Jonny Labey first burst onto our screens just over a year ago as the lovable Paul Coker in BBC One soap EastEnders.
The curly-haired star was an instant hit with viewers, leaving most shocked when it was announced earlier this year that Paul was set to leave Albert Square over the summer.
However, when I caught up with Jonny last week to discuss his brand new play ‘Verge Of Strife’ I was seriously excited to hear about his new role, with the actor taking on the part of English poet Rupert Brooke, who became notorious in the early 1900s for his idealistic war sonnets and promiscuous behaviour.
Speaking exclusively about the role, Jonny explained: “The play is an introduction to someone that kind of fell of the radar a little bit. It looks at the pre-war attitude that the whole country had at the time, and that’s what Rupert Brooke encompasses.
“It’s the glorification of war and it’s the reasons for going to war to fight. He also has poems about lust and love sonnets, he was really ahead of his time and there’s a lot of different themes to the play.
“He died very young, aged 27, and I don’t know whether he had peaked, there’s a lot to discuss from the play and it’s a huge importance.”
And doing research on a historical figure who was around before the Internet documented every detail of our lives wasn’t too much of a struggle for Jonny and the play’s crew, as he added: “There were no Twitter profiles to go on but he wrote countless letters.
“He had 92 volumes at the Cambridge archives from just 27 years of living – you’d pretty much have to be writing 24/7 to achieve that. His character really comes out in the letters so the play’s writer was able to inject that into the play.
“He’s a bit of a difficult person really, he’s very complicated – a self-proclaimed genius but what the other characters bring out of him is that he had no realistic view on anything.
“He played around with sodomy and he liked male attention, so there is that side to him… But there are points in the play where he rejects homosexuals and says that he hates them. He thinks of himself as a bit of a celebrity, and he was.”
After playing Paul Coker, who is gay, in EastEnders, Jonny acknowledged that as a straight actor he was again playing a character who was interested in men, but was quick to criticise anybody who thought that he would have a problem taking on the roles.
Speaking about his unique position within the gay community, Jonny told me that he hopes to challenge ignorant mindsets, sharing: “Rupert Brook had gay tendencies and it’s just a characteristic, it’s something that I’m playing. Most of my friends are gay, I don’t shy from it, I know what happens in that community.
“I’m very much included in it and I love the community, love is love, and I’m a massive supporter of that. If I can use my jobs to prove a point and get people to stop being so cold-minded about it then I will because it’s something that I find ridiculous that happens today.
“Rupert Brooke has those relationships with men in a different way, in an old-fashioned way, people knew people were gay but it was like an underworld, it was a crime.

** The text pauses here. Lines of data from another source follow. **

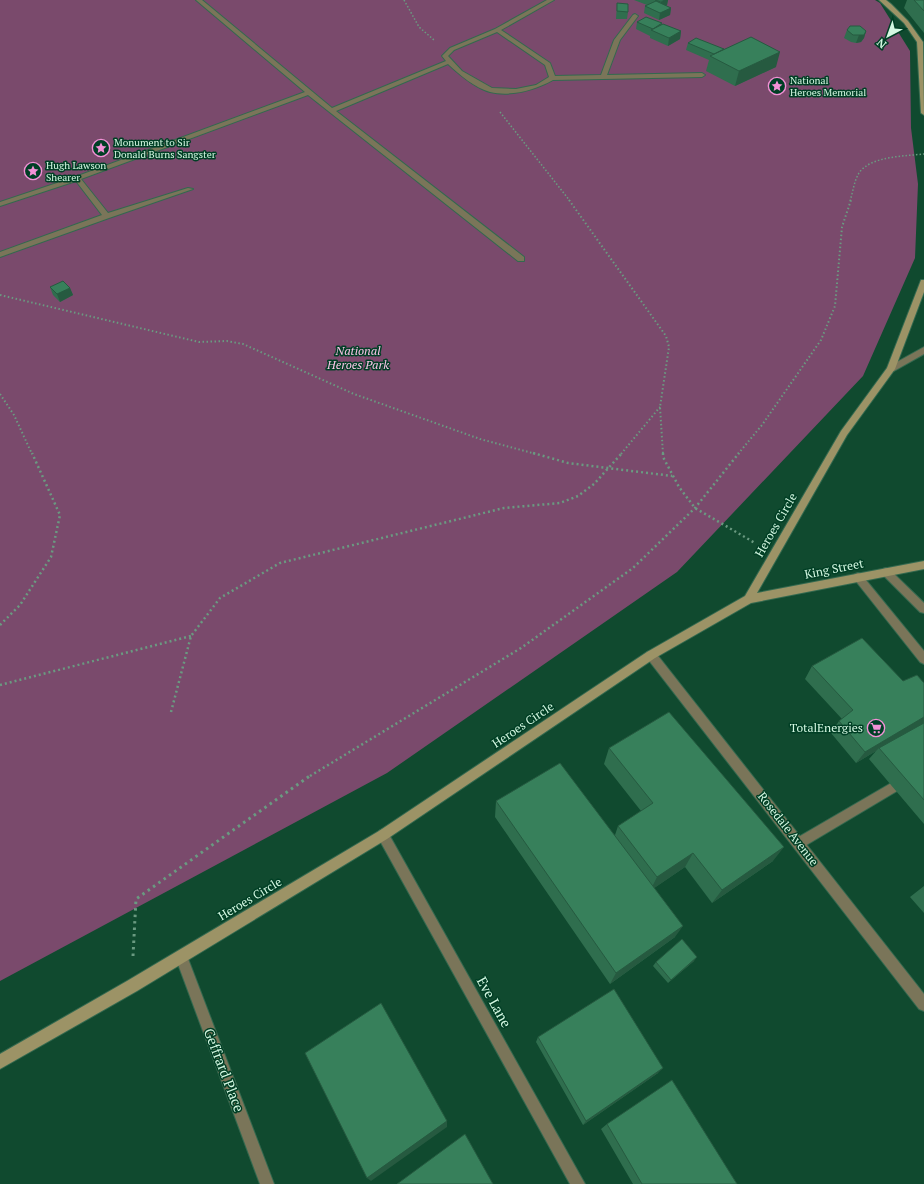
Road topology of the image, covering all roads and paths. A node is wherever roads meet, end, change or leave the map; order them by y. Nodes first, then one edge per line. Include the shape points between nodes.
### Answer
1 (199, 0) edge
2 (404, 0) edge
3 (551, 0) edge
4 (882, 0) edge
5 (635, 16) dead end
6 (497, 30) junction
7 (452, 49) junction
8 (449, 62) junction
9 (702, 75) dead end
10 (602, 77) junction
11 (552, 78) junction
12 (491, 90) junction
13 (309, 93) junction
14 (332, 110) junction
15 (924, 114) edge
16 (924, 154) edge
17 (77, 178) junction
18 (190, 189) dead end
19 (0, 204) edge
20 (106, 216) junction
21 (0, 255) edge
22 (521, 259) dead end
23 (924, 282) edge
24 (0, 295) edge
25 (924, 350) edge
26 (891, 369) junction
27 (0, 394) edge
28 (660, 407) junction
29 (609, 469) junction
30 (672, 476) junction
31 (695, 508) junction
32 (774, 553) junction
33 (924, 565) edge
34 (886, 572) junction
35 (858, 577) junction
36 (749, 599) junction
37 (924, 610) edge
38 (0, 625) edge
39 (191, 636) junction
40 (652, 655) junction
41 (924, 659) edge
42 (0, 685) edge
43 (171, 712) dead end
44 (893, 787) dead end
45 (383, 835) junction
46 (799, 843) junction
47 (181, 956) junction
48 (132, 986) junction
49 (924, 1004) edge
50 (0, 1062) edge
51 (267, 1184) edge
52 (578, 1184) edge

1 - 13 street
2 - 7 path via 419,27 437,42
3 - 6 street
4 - 15 main road via 906,22 920,42
5 - 10 street via 617,40
6 - 7 street
6 - 11 street via 548,64
7 - 8 street via 445,56
8 - 12 street via 475,82
8 - 14 street
9 - 10 street
10 - 11 street
11 - 12 street via 538,86 516,90
12 - 28 path via 492,100 499,111 562,190 666,336 669,347
13 - 14 street
13 - 17 street
14 - 22 street
16 - 31 path via 891,157 870,164 859,173 842,227 835,306 821,340 762,426
17 - 19 street
17 - 20 street
18 - 20 street
20 - 21 street
23 - 26 main road, Heroes Circle
24 - 29 path via 198,342 227,341 244,344 354,394 480,439 568,463
25 - 26 street
26 - 32 main road, Heroes Circle via 844,433
27 - 38 path via 14,415 60,515 51,557 20,605
28 - 29 path
28 - 30 path via 663,457
29 - 30 path
29 - 39 path via 578,496 560,503 504,508 280,563 220,598
30 - 31 path
31 - 32 path
31 - 48 path via 633,568 521,648 323,767 136,899
32 - 36 main road, Heroes Circle
33 - 34 main road, King Street
34 - 35 main road, King Street
34 - 37 street
35 - 36 main road, King Street
35 - 41 street
36 - 40 main road, Heroes Circle
39 - 42 path
39 - 43 path
40 - 45 main road, Heroes Circle
40 - 46 street, Rosedale Avenue
44 - 46 street
45 - 47 main road, Heroes Circle
45 - 52 street, Eve Lane
46 - 49 street, Rosedale Avenue
47 - 48 main road, Heroes Circle
47 - 51 street, Geffrard Place
48 - 50 main road, Heroes Circle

“There’s this one scene where he is describing the first time that he had sex with a man and he describes in in detail, in a really horrible way; he is having a mental breakdown because of this woman who rejected him and this gay guy comes to see him so he takes it out on him because he knows his power over him.
“So that’s a really interesting side of the play.”
And with playing such a sexually promiscuous character there is always a risk of having to do a Daniel Radcliffe and getting totally nude on stage, something that Jonny says probably won’t happen in Verge Of Strife but he wouldn’t be opposed to in the future.
He explained: “Rupert Brooke was quite happily a naturist, we are discussing putting that in the play but I don’t think it will add anything. There’s definitely clothes being taken off but probably not full nudity, which is a sigh of relief for me!
“I wouldn’t care [about getting naked on stage], your body is your tool – and I’m sure my parents are going to see me do a lot worse in my career so I could get it out of the way, but it probably won’t happen.”
Maybe next time, eh?
I also had to ask Jonny about his time on EastEnders – especially the holiday that he went on with his onscreen grandparents, Lin Blakley and Roger Sloman, who play Pam and Les Coker on the soap.
Speaking about their trip away, Jonny told me: “I honestly love those two with all my heart. Paul floated around other characters but Harry [Reid, who plays Ben Mitchell], Lin and Roger were the three.
“Roger was turning 70 and I found out I had that week off work and that I had a load of Avios points left and I thought: ‘I’m just going to book a flight with them.’
“I had the most amazing holiday, it was beautiful, and to so nice to spend time with Roger and his family outside of work. It was perfect – exactly what I needed to finish the job, put a cap on it and move on to the next thing.
“I spent the whole holiday with all of Roger’s friends so I was the youngest by 30-40 years but that’s my type of people! I’m very old-fashioned so I was in my absolute element; drinking wine and going for meze.”
I have to admit, that sounds like my kind of holiday!